• What is being asked
Show all lines from the listing below that contain "Giambellino".

• Records for the exercise
- Opening Delimiter -

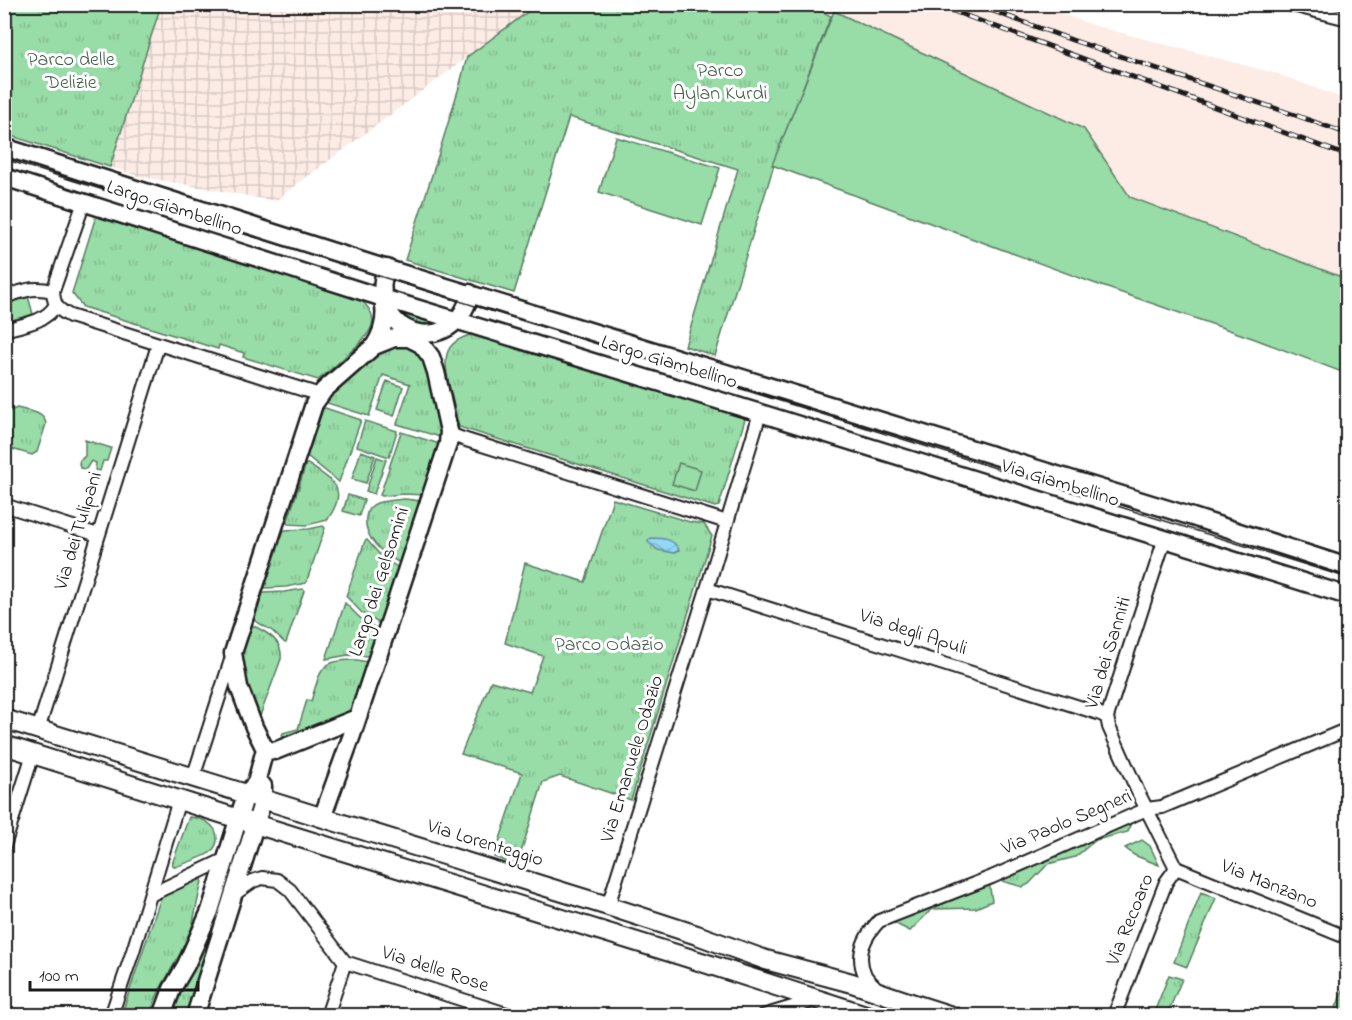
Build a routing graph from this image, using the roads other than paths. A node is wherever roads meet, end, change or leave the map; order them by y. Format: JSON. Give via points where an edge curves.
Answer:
{"nodes":[{"id":1,"x":1288,"y":4,"type":"edge"},
{"id":2,"x":1347,"y":19,"type":"edge"},
{"id":3,"x":4,"y":147,"type":"edge"},
{"id":4,"x":4,"y":177,"type":"edge"},
{"id":5,"x":84,"y":202,"type":"junction"},
{"id":6,"x":387,"y":268,"type":"junction"},
{"id":7,"x":53,"y":291,"type":"junction"},
{"id":8,"x":470,"y":293,"type":"junction"},
{"id":9,"x":4,"y":297,"type":"edge"},
{"id":10,"x":384,"y":302,"type":"junction"},
{"id":11,"x":55,"y":306,"type":"junction"},
{"id":12,"x":454,"y":324,"type":"junction"},
{"id":13,"x":4,"y":330,"type":"edge"},
{"id":14,"x":158,"y":345,"type":"junction"},
{"id":15,"x":374,"y":346,"type":"junction"},
{"id":16,"x":436,"y":372,"type":"junction"},
{"id":17,"x":769,"y":386,"type":"joint"},
{"id":18,"x":320,"y":395,"type":"junction"},
{"id":19,"x":760,"y":412,"type":"junction"},
{"id":20,"x":449,"y":431,"type":"junction"},
{"id":21,"x":4,"y":505,"type":"edge"},
{"id":22,"x":727,"y":522,"type":"junction"},
{"id":23,"x":98,"y":535,"type":"junction"},
{"id":24,"x":1165,"y":538,"type":"junction"},
{"id":25,"x":1347,"y":567,"type":"edge"},
{"id":26,"x":707,"y":589,"type":"junction"},
{"id":27,"x":1347,"y":596,"type":"edge"},
{"id":28,"x":233,"y":653,"type":"junction"},
{"id":29,"x":1107,"y":717,"type":"junction"},
{"id":30,"x":357,"y":718,"type":"junction"},
{"id":31,"x":4,"y":719,"type":"edge"},
{"id":32,"x":1347,"y":729,"type":"edge"},
{"id":33,"x":38,"y":730,"type":"junction"},
{"id":34,"x":4,"y":745,"type":"edge"},
{"id":35,"x":270,"y":750,"type":"junction"},
{"id":36,"x":33,"y":754,"type":"junction"},
{"id":37,"x":193,"y":778,"type":"junction"},
{"id":38,"x":254,"y":797,"type":"junction"},
{"id":39,"x":179,"y":800,"type":"junction"},
{"id":40,"x":1147,"y":809,"type":"junction"},
{"id":41,"x":322,"y":818,"type":"junction"},
{"id":42,"x":247,"y":822,"type":"junction"},
{"id":43,"x":4,"y":846,"type":"edge"},
{"id":44,"x":226,"y":859,"type":"junction"},
{"id":45,"x":1176,"y":868,"type":"junction"},
{"id":46,"x":150,"y":895,"type":"junction"},
{"id":47,"x":233,"y":895,"type":"junction"},
{"id":48,"x":608,"y":906,"type":"junction"},
{"id":49,"x":210,"y":910,"type":"junction"},
{"id":50,"x":225,"y":921,"type":"junction"},
{"id":51,"x":599,"y":930,"type":"junction"},
{"id":52,"x":697,"y":935,"type":"junction"},
{"id":53,"x":1347,"y":938,"type":"edge"},
{"id":54,"x":689,"y":958,"type":"junction"},
{"id":55,"x":345,"y":962,"type":"junction"},
{"id":56,"x":838,"y":979,"type":"junction"},
{"id":57,"x":880,"y":992,"type":"junction"},
{"id":58,"x":825,"y":1006,"type":"edge"},
{"id":59,"x":111,"y":1016,"type":"edge"},
{"id":60,"x":162,"y":1016,"type":"edge"},
{"id":61,"x":195,"y":1016,"type":"edge"},
{"id":62,"x":327,"y":1016,"type":"edge"},
{"id":63,"x":513,"y":1016,"type":"edge"},
{"id":64,"x":763,"y":1016,"type":"edge"},
{"id":65,"x":870,"y":1016,"type":"edge"},
{"id":66,"x":952,"y":1016,"type":"edge"},
{"id":67,"x":1114,"y":1016,"type":"edge"}],
"edges":[{"from":1,"to":2,"type":"street"},
{"from":3,"to":6,"type":"street","name":"Largo Giambellino"},
{"from":4,"to":5,"type":"street"},
{"from":5,"to":7,"type":"street","name":"Largo Giambellino"},
{"from":5,"to":10,"type":"street","name":"Largo Giambellino"},
{"from":6,"to":8,"type":"street","name":"Largo Giambellino"},
{"from":6,"to":10,"type":"street","via":[[382,283]]},
{"from":7,"to":9,"type":"street","via":[[31,288]]},
{"from":7,"to":11,"type":"street","name":"Largo Giambellino"},
{"from":8,"to":12,"type":"street","via":[[466,309]]},
{"from":8,"to":17,"type":"street","name":"Largo Giambellino"},
{"from":10,"to":12,"type":"street","via":[[395,321],[414,332],[442,331]]},
{"from":10,"to":15,"type":"street","name":"Largo dei Gelsomini","via":[[381,336]]},
{"from":11,"to":13,"type":"street","via":[[45,317]]},
{"from":11,"to":14,"type":"street","via":[[70,316]]},
{"from":12,"to":16,"type":"street","name":"Largo dei Gelsomini","via":[[437,349]]},
{"from":12,"to":19,"type":"street","name":"Largo Giambellino"},
{"from":14,"to":18,"type":"street"},
{"from":14,"to":23,"type":"street","name":"Via dei Tulipani"},
{"from":15,"to":16,"type":"street","name":"Largo dei Gelsomini","via":[[394,338],[415,340],[426,349]]},
{"from":15,"to":18,"type":"street","name":"Largo dei Gelsomini"},
{"from":16,"to":20,"type":"street","name":"Largo dei Gelsomini"},
{"from":17,"to":25,"type":"street","name":"Via Giambellino"},
{"from":18,"to":28,"type":"street","name":"Largo dei Gelsomini"},
{"from":19,"to":22,"type":"street"},
{"from":19,"to":24,"type":"street","name":"Via Giambellino"},
{"from":20,"to":22,"type":"street","via":[[463,439]]},
{"from":20,"to":30,"type":"street","name":"Largo dei Gelsomini","via":[[448,444]]},
{"from":21,"to":23,"type":"street"},
{"from":22,"to":26,"type":"street"},
{"from":23,"to":33,"type":"street","name":"Via dei Tulipani"},
{"from":24,"to":27,"type":"street","name":"Via Giambellino"},
{"from":24,"to":29,"type":"street","name":"Via dei Sanniti"},
{"from":26,"to":29,"type":"street","name":"Via degli Apuli"},
{"from":26,"to":48,"type":"street","name":"Via Emanuele Odazio"},
{"from":28,"to":35,"type":"street","name":"Largo dei Gelsomini","via":[[239,687],[254,727]]},
{"from":28,"to":37,"type":"street","name":"Largo dei Gelsomini"},
{"from":29,"to":40,"type":"street","name":"Via dei Sanniti"},
{"from":30,"to":35,"type":"street"},
{"from":30,"to":41,"type":"street","name":"Largo dei Gelsomini"},
{"from":31,"to":33,"type":"main road","name":"Via Lorenteggio"},
{"from":32,"to":40,"type":"street","name":"Via Paolo Segneri","via":[[1162,807]]},
{"from":33,"to":37,"type":"main road","name":"Via Lorenteggio"},
{"from":34,"to":36,"type":"main road"},
{"from":35,"to":38,"type":"street"},
{"from":36,"to":39,"type":"main road"},
{"from":36,"to":43,"type":"street"},
{"from":37,"to":38,"type":"main road","name":"Via Lorenteggio"},
{"from":38,"to":41,"type":"main road","name":"Via Lorenteggio"},
{"from":38,"to":42,"type":"street"},
{"from":39,"to":42,"type":"main road"},
{"from":39,"to":46,"type":"street"},
{"from":40,"to":45,"type":"street","name":"Via Recoaro"},
{"from":40,"to":57,"type":"street","name":"Via Paolo Segneri","via":[[879,921],[863,942],[861,961],[866,976]]},
{"from":41,"to":48,"type":"main road","name":"Via Lorenteggio"},
{"from":42,"to":44,"type":"street"},
{"from":42,"to":47,"type":"street"},
{"from":42,"to":51,"type":"main road"},
{"from":44,"to":46,"type":"street"},
{"from":44,"to":49,"type":"street"},
{"from":45,"to":53,"type":"street","name":"Via Manzano"},
{"from":45,"to":67,"type":"street","name":"Via Recoaro","via":[[1166,882]]},
{"from":46,"to":59,"type":"street"},
{"from":47,"to":50,"type":"street"},
{"from":47,"to":55,"type":"street","via":[[253,881],[277,880],[290,890]]},
{"from":48,"to":51,"type":"main road"},
{"from":48,"to":52,"type":"main road","name":"Via Lorenteggio"},
{"from":49,"to":50,"type":"street","via":[[217,911]]},
{"from":49,"to":60,"type":"street"},
{"from":50,"to":61,"type":"street"},
{"from":51,"to":54,"type":"main road"},
{"from":52,"to":54,"type":"main road"},
{"from":52,"to":56,"type":"main road","name":"Via Lorenteggio","via":[[766,960]]},
{"from":54,"to":58,"type":"main road"},
{"from":55,"to":62,"type":"street"},
{"from":55,"to":63,"type":"street","name":"Via delle Rose"},
{"from":56,"to":57,"type":"main road","name":"Via Lorenteggio"},
{"from":56,"to":58,"type":"main road"},
{"from":57,"to":66,"type":"main road","name":"Via Lorenteggio"},
{"from":58,"to":64,"type":"street"},
{"from":58,"to":65,"type":"main road"}]}
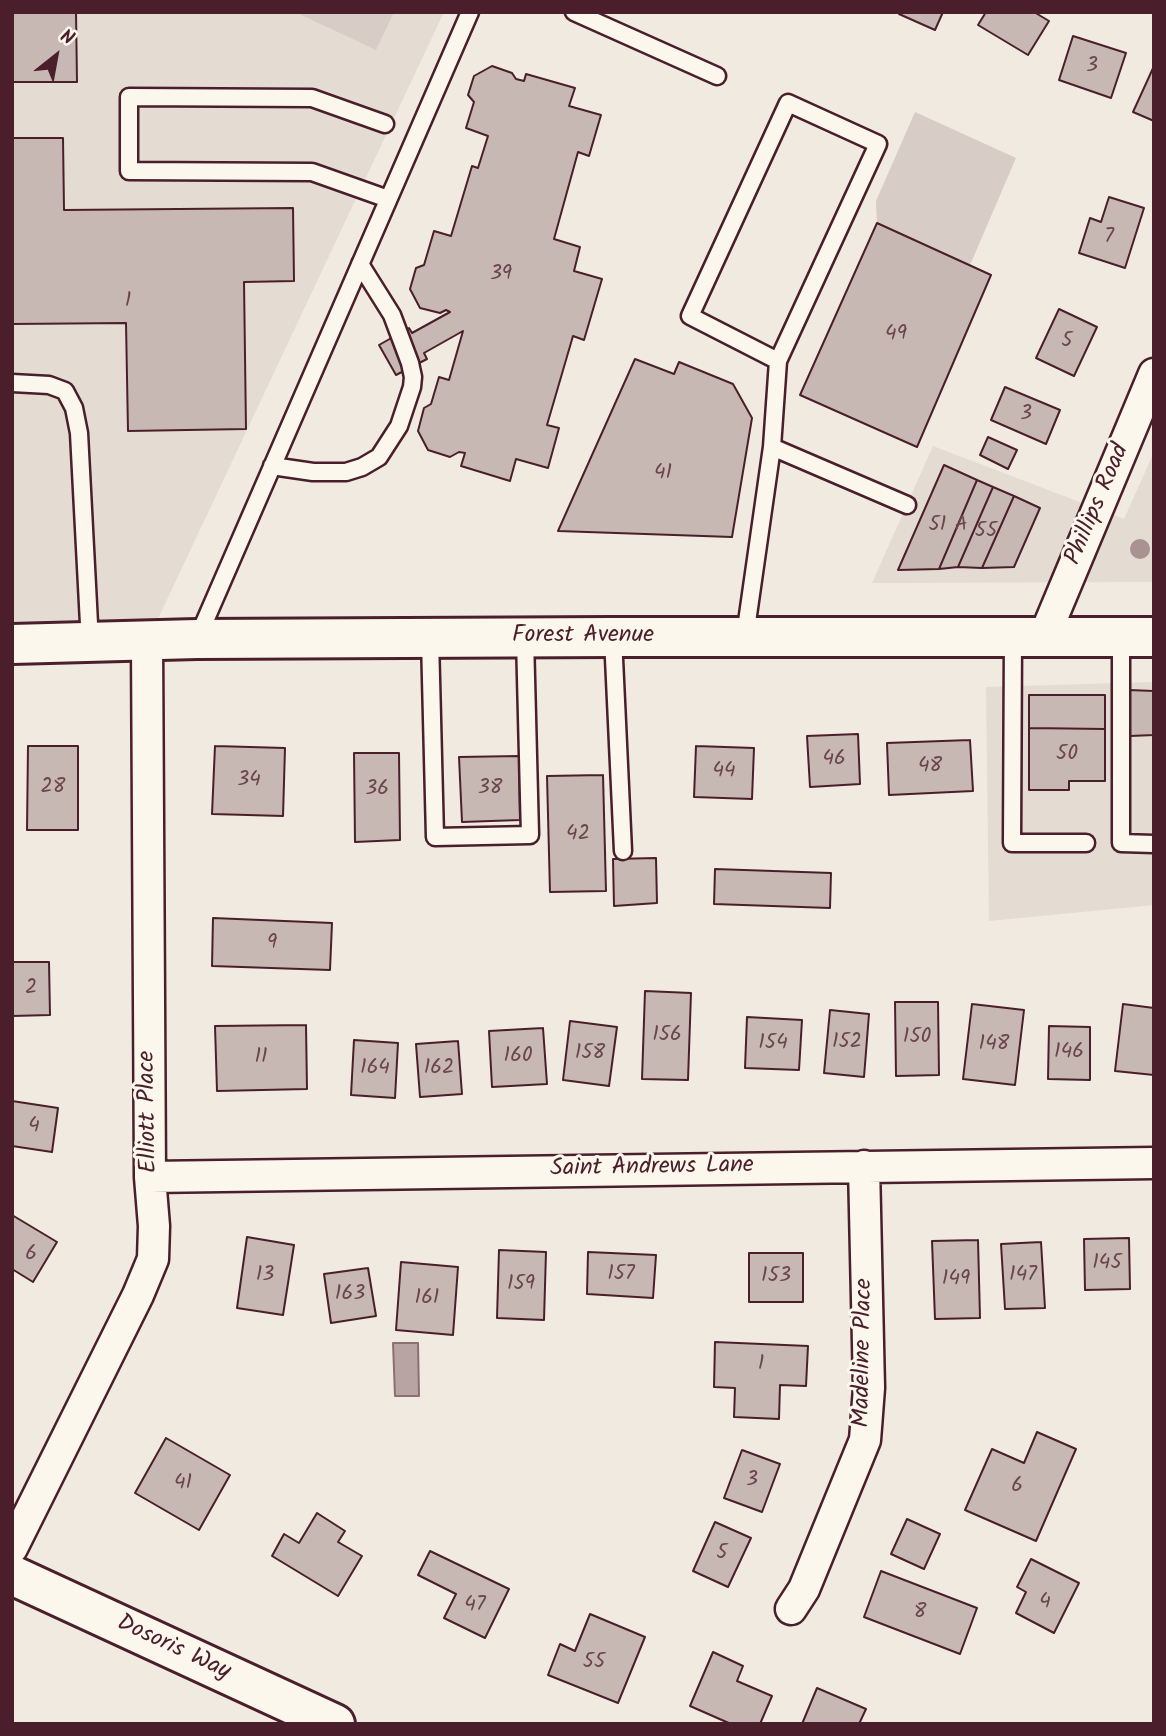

- Closing Delimiter -

• Response to this exercise
{"from":3,"to":6,"type":"street","name":"Largo Giambellino"},
{"from":5,"to":7,"type":"street","name":"Largo Giambellino"},
{"from":5,"to":10,"type":"street","name":"Largo Giambellino"},
{"from":6,"to":8,"type":"street","name":"Largo Giambellino"},
{"from":7,"to":11,"type":"street","name":"Largo Giambellino"},
{"from":8,"to":17,"type":"street","name":"Largo Giambellino"},
{"from":12,"to":19,"type":"street","name":"Largo Giambellino"},
{"from":17,"to":25,"type":"street","name":"Via Giambellino"},
{"from":19,"to":24,"type":"street","name":"Via Giambellino"},
{"from":24,"to":27,"type":"street","name":"Via Giambellino"},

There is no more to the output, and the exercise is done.